= What you are asked to do =
Nothing in the data may be altered; the answer is a verbatim copy of it.
*** Opening Records for this exercise ***
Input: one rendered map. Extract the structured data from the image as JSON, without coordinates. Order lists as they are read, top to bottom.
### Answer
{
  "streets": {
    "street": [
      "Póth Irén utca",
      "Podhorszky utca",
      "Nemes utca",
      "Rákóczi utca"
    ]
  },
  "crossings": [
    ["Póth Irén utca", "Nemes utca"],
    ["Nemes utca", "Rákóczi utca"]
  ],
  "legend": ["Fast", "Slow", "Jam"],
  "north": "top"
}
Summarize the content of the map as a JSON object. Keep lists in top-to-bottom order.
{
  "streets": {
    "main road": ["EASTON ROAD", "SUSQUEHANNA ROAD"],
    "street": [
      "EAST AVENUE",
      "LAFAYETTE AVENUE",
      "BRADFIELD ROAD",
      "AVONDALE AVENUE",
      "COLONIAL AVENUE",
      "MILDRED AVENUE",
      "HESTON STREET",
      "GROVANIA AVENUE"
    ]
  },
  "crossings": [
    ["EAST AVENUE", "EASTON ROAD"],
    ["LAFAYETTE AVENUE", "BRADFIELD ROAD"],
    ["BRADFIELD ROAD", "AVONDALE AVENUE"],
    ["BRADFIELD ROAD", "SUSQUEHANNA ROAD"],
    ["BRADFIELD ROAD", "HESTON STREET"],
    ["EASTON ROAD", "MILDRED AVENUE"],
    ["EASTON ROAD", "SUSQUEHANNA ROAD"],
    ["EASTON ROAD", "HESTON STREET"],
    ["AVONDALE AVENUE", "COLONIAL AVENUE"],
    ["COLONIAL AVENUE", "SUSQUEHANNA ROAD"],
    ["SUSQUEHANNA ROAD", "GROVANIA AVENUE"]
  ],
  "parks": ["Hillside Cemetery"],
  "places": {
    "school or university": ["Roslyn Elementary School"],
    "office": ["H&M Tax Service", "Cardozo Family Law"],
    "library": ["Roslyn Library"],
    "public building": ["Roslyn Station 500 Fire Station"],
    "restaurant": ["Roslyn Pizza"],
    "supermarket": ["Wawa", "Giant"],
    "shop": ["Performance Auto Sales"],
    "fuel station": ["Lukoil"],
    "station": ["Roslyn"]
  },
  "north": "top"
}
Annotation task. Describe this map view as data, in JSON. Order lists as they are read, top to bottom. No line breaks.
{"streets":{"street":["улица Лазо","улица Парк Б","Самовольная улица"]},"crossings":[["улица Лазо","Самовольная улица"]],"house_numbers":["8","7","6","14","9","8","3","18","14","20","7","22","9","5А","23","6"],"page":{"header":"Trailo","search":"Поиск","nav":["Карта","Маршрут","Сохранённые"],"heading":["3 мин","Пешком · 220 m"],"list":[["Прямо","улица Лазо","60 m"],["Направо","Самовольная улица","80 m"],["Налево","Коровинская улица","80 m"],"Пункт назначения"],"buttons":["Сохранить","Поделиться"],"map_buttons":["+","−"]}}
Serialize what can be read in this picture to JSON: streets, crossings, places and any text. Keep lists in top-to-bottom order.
*** Closing Records for this exercise ***
= Written response =
Input: one rendered map. Extract the structured data from the image as JSON, without coordinates. Order lists as they are read, top to bottom.
### Answer
{
  "streets": {
    "street": [
      "Póth Irén utca",
      "Podhorszky utca",
      "Nemes utca",
      "Rákóczi utca"
    ]
  },
  "crossings": [
    ["Póth Irén utca", "Nemes utca"],
    ["Nemes utca", "Rákóczi utca"]
  ],
  "legend": ["Fast", "Slow", "Jam"],
  "north": "top"
}
Summarize the content of the map as a JSON object. Keep lists in top-to-bottom order.
{
  "streets": {
    "main road": ["EASTON ROAD", "SUSQUEHANNA ROAD"],
    "street": [
      "EAST AVENUE",
      "LAFAYETTE AVENUE",
      "BRADFIELD ROAD",
      "AVONDALE AVENUE",
      "COLONIAL AVENUE",
      "MILDRED AVENUE",
      "HESTON STREET",
      "GROVANIA AVENUE"
    ]
  },
  "crossings": [
    ["EAST AVENUE", "EASTON ROAD"],
    ["LAFAYETTE AVENUE", "BRADFIELD ROAD"],
    ["BRADFIELD ROAD", "AVONDALE AVENUE"],
    ["BRADFIELD ROAD", "SUSQUEHANNA ROAD"],
    ["BRADFIELD ROAD", "HESTON STREET"],
    ["EASTON ROAD", "MILDRED AVENUE"],
    ["EASTON ROAD", "SUSQUEHANNA ROAD"],
    ["EASTON ROAD", "HESTON STREET"],
    ["AVONDALE AVENUE", "COLONIAL AVENUE"],
    ["COLONIAL AVENUE", "SUSQUEHANNA ROAD"],
    ["SUSQUEHANNA ROAD", "GROVANIA AVENUE"]
  ],
  "parks": ["Hillside Cemetery"],
  "places": {
    "school or university": ["Roslyn Elementary School"],
    "office": ["H&M Tax Service", "Cardozo Family Law"],
    "library": ["Roslyn Library"],
    "public building": ["Roslyn Station 500 Fire Station"],
    "restaurant": ["Roslyn Pizza"],
    "supermarket": ["Wawa", "Giant"],
    "shop": ["Performance Auto Sales"],
    "fuel station": ["Lukoil"],
    "station": ["Roslyn"]
  },
  "north": "top"
}
Annotation task. Describe this map view as data, in JSON. Order lists as they are read, top to bottom. No line breaks.
{"streets":{"street":["улица Лазо","улица Парк Б","Самовольная улица"]},"crossings":[["улица Лазо","Самовольная улица"]],"house_numbers":["8","7","6","14","9","8","3","18","14","20","7","22","9","5А","23","6"],"page":{"header":"Trailo","search":"Поиск","nav":["Карта","Маршрут","Сохранённые"],"heading":["3 мин","Пешком · 220 m"],"list":[["Прямо","улица Лазо","60 m"],["Направо","Самовольная улица","80 m"],["Налево","Коровинская улица","80 m"],"Пункт назначения"],"buttons":["Сохранить","Поделиться"],"map_buttons":["+","−"]}}
Serialize what can be read in this picture to JSON: streets, crossings, places and any text. Keep lists in top-to-bottom order.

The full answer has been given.